● TASK PROMPT
Pull from the data below each line where the word "name" occurs, and copy it.
....
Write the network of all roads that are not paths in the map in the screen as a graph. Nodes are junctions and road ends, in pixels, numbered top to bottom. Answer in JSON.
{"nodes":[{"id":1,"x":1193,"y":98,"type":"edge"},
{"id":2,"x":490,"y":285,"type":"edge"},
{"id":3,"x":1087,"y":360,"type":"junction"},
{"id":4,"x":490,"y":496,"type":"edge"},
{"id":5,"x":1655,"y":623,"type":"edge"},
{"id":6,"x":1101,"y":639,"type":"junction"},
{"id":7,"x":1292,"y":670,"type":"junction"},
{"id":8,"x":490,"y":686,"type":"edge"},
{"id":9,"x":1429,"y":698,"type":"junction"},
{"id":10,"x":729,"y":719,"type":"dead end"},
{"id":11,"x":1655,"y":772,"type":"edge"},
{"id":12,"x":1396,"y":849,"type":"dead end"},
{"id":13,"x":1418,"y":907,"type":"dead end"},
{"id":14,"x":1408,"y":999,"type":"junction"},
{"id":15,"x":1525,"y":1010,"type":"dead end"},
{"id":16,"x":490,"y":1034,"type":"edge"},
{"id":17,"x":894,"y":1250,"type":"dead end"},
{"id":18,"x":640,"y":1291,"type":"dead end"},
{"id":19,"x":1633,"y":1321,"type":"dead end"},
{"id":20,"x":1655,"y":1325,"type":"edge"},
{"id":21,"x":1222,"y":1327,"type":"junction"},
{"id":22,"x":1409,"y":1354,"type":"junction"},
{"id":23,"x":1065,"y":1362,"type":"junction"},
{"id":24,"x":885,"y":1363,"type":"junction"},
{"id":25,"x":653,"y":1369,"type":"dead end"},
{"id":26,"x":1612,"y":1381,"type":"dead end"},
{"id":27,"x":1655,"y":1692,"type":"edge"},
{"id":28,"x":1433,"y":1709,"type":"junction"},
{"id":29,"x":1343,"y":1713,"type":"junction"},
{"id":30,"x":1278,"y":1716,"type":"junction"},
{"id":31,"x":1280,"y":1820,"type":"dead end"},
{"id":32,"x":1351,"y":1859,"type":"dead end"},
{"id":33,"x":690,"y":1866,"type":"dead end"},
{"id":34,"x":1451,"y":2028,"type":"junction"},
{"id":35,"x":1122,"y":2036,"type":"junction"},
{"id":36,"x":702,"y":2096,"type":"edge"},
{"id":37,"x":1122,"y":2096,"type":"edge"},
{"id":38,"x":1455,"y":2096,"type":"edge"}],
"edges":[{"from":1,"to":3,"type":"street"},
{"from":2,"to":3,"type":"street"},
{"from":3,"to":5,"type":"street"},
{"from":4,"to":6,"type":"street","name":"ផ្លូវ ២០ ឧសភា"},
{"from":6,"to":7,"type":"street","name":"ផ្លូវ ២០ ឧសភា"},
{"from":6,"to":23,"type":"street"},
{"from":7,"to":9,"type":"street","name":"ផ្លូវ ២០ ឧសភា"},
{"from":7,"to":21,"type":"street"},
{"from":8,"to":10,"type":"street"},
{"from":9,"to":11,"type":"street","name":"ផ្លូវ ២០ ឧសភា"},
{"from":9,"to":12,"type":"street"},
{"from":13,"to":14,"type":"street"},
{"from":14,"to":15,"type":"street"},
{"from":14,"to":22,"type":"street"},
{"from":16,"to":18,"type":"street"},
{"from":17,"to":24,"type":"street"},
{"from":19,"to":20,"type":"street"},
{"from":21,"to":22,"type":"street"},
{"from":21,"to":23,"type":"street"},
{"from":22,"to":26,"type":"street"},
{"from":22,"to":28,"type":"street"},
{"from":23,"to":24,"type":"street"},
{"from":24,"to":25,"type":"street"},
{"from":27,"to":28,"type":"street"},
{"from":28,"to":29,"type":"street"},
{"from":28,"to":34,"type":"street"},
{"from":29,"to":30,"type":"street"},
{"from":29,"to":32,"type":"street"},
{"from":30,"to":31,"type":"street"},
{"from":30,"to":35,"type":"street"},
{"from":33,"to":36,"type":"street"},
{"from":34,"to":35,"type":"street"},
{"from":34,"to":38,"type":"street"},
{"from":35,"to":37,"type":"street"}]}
....
● FINAL ANSWER
{"from":4,"to":6,"type":"street","name":"ផ្លូវ ២០ ឧសភា"},
{"from":6,"to":7,"type":"street","name":"ផ្លូវ ២០ ឧសភា"},
{"from":7,"to":9,"type":"street","name":"ផ្លូវ ២០ ឧសភា"},
{"from":9,"to":11,"type":"street","name":"ផ្លូវ ២០ ឧសភា"},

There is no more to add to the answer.